Please reproduce all the records exactly while leaving out their pictures.

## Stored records
============

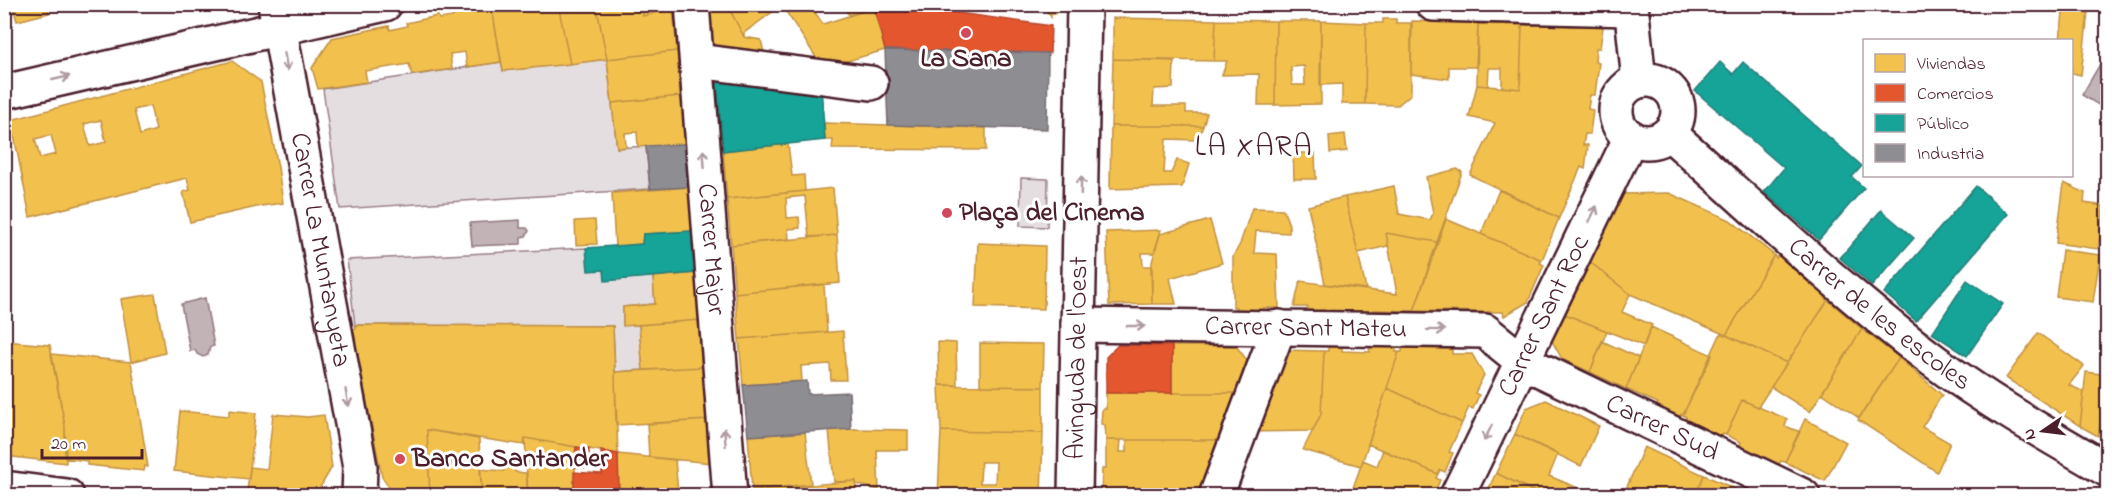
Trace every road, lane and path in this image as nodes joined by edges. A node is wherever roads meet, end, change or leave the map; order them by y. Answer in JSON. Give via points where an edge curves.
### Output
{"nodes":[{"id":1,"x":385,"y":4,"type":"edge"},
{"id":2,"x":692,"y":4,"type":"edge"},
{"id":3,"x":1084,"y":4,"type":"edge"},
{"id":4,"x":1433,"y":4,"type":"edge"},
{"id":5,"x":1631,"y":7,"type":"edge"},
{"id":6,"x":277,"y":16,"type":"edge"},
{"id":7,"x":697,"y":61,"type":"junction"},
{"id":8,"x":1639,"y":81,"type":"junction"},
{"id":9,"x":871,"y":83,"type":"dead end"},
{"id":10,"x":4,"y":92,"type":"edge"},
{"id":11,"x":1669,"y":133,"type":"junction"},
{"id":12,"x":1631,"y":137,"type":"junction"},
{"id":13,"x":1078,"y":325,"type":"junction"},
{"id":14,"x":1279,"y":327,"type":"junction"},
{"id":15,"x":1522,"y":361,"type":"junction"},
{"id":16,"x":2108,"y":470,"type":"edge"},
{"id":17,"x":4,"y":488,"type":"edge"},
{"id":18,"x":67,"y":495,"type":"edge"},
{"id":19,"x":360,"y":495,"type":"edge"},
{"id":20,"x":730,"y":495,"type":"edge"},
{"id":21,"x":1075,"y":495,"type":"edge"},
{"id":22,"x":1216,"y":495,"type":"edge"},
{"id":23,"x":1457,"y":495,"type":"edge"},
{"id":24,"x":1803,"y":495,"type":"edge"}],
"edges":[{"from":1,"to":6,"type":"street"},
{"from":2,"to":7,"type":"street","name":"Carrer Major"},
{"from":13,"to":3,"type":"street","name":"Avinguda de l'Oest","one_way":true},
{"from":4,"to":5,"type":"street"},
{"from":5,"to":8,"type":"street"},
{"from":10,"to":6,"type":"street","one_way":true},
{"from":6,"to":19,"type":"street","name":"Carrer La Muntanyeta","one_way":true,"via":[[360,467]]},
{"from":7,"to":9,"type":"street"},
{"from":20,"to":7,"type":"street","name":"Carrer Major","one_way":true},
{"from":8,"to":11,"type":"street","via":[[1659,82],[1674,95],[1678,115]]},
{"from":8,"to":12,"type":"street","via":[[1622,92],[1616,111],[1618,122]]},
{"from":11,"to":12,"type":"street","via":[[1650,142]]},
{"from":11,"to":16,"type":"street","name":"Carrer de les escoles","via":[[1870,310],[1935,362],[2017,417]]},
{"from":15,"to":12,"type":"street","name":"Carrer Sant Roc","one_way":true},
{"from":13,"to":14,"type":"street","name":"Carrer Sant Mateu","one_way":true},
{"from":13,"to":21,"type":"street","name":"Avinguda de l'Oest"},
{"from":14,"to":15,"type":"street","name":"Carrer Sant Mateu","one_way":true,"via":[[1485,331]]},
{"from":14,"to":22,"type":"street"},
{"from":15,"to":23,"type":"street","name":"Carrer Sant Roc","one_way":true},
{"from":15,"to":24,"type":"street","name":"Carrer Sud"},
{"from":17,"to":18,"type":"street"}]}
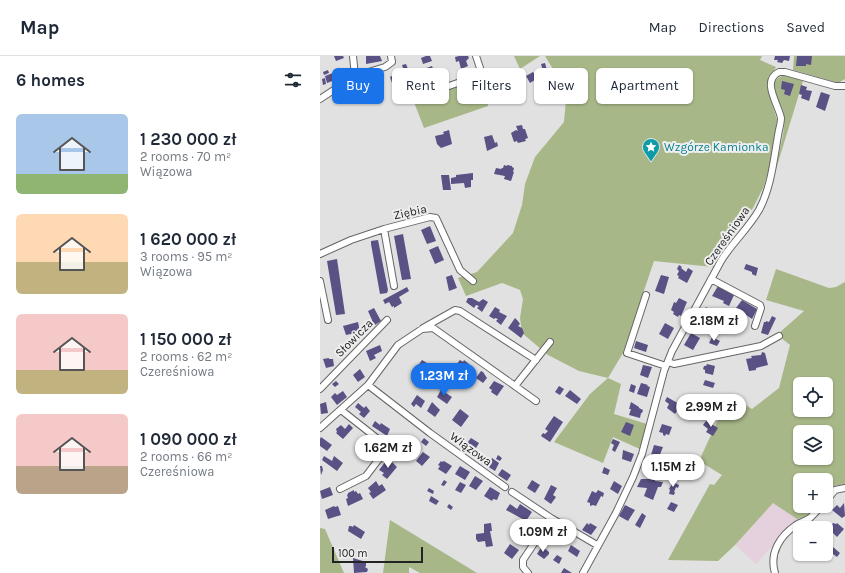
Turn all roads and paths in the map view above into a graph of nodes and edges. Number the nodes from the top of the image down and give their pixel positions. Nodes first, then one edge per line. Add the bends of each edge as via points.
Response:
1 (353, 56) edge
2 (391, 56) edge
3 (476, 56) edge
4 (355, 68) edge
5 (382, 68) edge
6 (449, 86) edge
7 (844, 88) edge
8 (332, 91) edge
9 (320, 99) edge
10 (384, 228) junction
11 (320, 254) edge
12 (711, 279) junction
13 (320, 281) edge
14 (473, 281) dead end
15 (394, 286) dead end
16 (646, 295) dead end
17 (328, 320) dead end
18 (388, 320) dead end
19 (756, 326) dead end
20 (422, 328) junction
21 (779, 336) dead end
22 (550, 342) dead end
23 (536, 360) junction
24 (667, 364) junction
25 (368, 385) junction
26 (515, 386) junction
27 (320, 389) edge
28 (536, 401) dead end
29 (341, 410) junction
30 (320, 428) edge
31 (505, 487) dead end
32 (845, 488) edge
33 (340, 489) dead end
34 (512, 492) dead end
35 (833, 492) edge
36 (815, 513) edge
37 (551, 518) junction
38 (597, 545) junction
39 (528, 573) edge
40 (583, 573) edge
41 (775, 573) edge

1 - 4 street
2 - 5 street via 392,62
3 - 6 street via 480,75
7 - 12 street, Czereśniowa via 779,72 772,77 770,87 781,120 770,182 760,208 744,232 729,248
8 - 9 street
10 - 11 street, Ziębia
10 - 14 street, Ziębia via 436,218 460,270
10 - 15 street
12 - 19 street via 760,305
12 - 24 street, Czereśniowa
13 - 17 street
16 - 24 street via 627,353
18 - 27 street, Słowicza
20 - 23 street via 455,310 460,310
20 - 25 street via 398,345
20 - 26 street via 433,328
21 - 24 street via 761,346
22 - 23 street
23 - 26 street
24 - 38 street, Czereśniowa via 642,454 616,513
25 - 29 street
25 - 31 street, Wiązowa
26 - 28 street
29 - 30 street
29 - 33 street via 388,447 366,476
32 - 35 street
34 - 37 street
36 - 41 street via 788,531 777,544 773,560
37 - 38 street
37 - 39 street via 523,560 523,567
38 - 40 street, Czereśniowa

============

## Answer section
Trace every road, lane and path in this image as nodes joined by edges. A node is wherever roads meet, end, change or leave the map; order them by y. Answer in JSON. Give via points where an edge curves.
### Output
{"nodes":[{"id":1,"x":385,"y":4,"type":"edge"},
{"id":2,"x":692,"y":4,"type":"edge"},
{"id":3,"x":1084,"y":4,"type":"edge"},
{"id":4,"x":1433,"y":4,"type":"edge"},
{"id":5,"x":1631,"y":7,"type":"edge"},
{"id":6,"x":277,"y":16,"type":"edge"},
{"id":7,"x":697,"y":61,"type":"junction"},
{"id":8,"x":1639,"y":81,"type":"junction"},
{"id":9,"x":871,"y":83,"type":"dead end"},
{"id":10,"x":4,"y":92,"type":"edge"},
{"id":11,"x":1669,"y":133,"type":"junction"},
{"id":12,"x":1631,"y":137,"type":"junction"},
{"id":13,"x":1078,"y":325,"type":"junction"},
{"id":14,"x":1279,"y":327,"type":"junction"},
{"id":15,"x":1522,"y":361,"type":"junction"},
{"id":16,"x":2108,"y":470,"type":"edge"},
{"id":17,"x":4,"y":488,"type":"edge"},
{"id":18,"x":67,"y":495,"type":"edge"},
{"id":19,"x":360,"y":495,"type":"edge"},
{"id":20,"x":730,"y":495,"type":"edge"},
{"id":21,"x":1075,"y":495,"type":"edge"},
{"id":22,"x":1216,"y":495,"type":"edge"},
{"id":23,"x":1457,"y":495,"type":"edge"},
{"id":24,"x":1803,"y":495,"type":"edge"}],
"edges":[{"from":1,"to":6,"type":"street"},
{"from":2,"to":7,"type":"street","name":"Carrer Major"},
{"from":13,"to":3,"type":"street","name":"Avinguda de l'Oest","one_way":true},
{"from":4,"to":5,"type":"street"},
{"from":5,"to":8,"type":"street"},
{"from":10,"to":6,"type":"street","one_way":true},
{"from":6,"to":19,"type":"street","name":"Carrer La Muntanyeta","one_way":true,"via":[[360,467]]},
{"from":7,"to":9,"type":"street"},
{"from":20,"to":7,"type":"street","name":"Carrer Major","one_way":true},
{"from":8,"to":11,"type":"street","via":[[1659,82],[1674,95],[1678,115]]},
{"from":8,"to":12,"type":"street","via":[[1622,92],[1616,111],[1618,122]]},
{"from":11,"to":12,"type":"street","via":[[1650,142]]},
{"from":11,"to":16,"type":"street","name":"Carrer de les escoles","via":[[1870,310],[1935,362],[2017,417]]},
{"from":15,"to":12,"type":"street","name":"Carrer Sant Roc","one_way":true},
{"from":13,"to":14,"type":"street","name":"Carrer Sant Mateu","one_way":true},
{"from":13,"to":21,"type":"street","name":"Avinguda de l'Oest"},
{"from":14,"to":15,"type":"street","name":"Carrer Sant Mateu","one_way":true,"via":[[1485,331]]},
{"from":14,"to":22,"type":"street"},
{"from":15,"to":23,"type":"street","name":"Carrer Sant Roc","one_way":true},
{"from":15,"to":24,"type":"street","name":"Carrer Sud"},
{"from":17,"to":18,"type":"street"}]}
Turn all roads and paths in the map view above into a graph of nodes and edges. Number the nodes from the top of the image down and give their pixel positions. Nodes first, then one edge per line. Add the bends of each edge as via points.
Response:
1 (353, 56) edge
2 (391, 56) edge
3 (476, 56) edge
4 (355, 68) edge
5 (382, 68) edge
6 (449, 86) edge
7 (844, 88) edge
8 (332, 91) edge
9 (320, 99) edge
10 (384, 228) junction
11 (320, 254) edge
12 (711, 279) junction
13 (320, 281) edge
14 (473, 281) dead end
15 (394, 286) dead end
16 (646, 295) dead end
17 (328, 320) dead end
18 (388, 320) dead end
19 (756, 326) dead end
20 (422, 328) junction
21 (779, 336) dead end
22 (550, 342) dead end
23 (536, 360) junction
24 (667, 364) junction
25 (368, 385) junction
26 (515, 386) junction
27 (320, 389) edge
28 (536, 401) dead end
29 (341, 410) junction
30 (320, 428) edge
31 (505, 487) dead end
32 (845, 488) edge
33 (340, 489) dead end
34 (512, 492) dead end
35 (833, 492) edge
36 (815, 513) edge
37 (551, 518) junction
38 (597, 545) junction
39 (528, 573) edge
40 (583, 573) edge
41 (775, 573) edge

1 - 4 street
2 - 5 street via 392,62
3 - 6 street via 480,75
7 - 12 street, Czereśniowa via 779,72 772,77 770,87 781,120 770,182 760,208 744,232 729,248
8 - 9 street
10 - 11 street, Ziębia
10 - 14 street, Ziębia via 436,218 460,270
10 - 15 street
12 - 19 street via 760,305
12 - 24 street, Czereśniowa
13 - 17 street
16 - 24 street via 627,353
18 - 27 street, Słowicza
20 - 23 street via 455,310 460,310
20 - 25 street via 398,345
20 - 26 street via 433,328
21 - 24 street via 761,346
22 - 23 street
23 - 26 street
24 - 38 street, Czereśniowa via 642,454 616,513
25 - 29 street
25 - 31 street, Wiązowa
26 - 28 street
29 - 30 street
29 - 33 street via 388,447 366,476
32 - 35 street
34 - 37 street
36 - 41 street via 788,531 777,544 773,560
37 - 38 street
37 - 39 street via 523,560 523,567
38 - 40 street, Czereśniowa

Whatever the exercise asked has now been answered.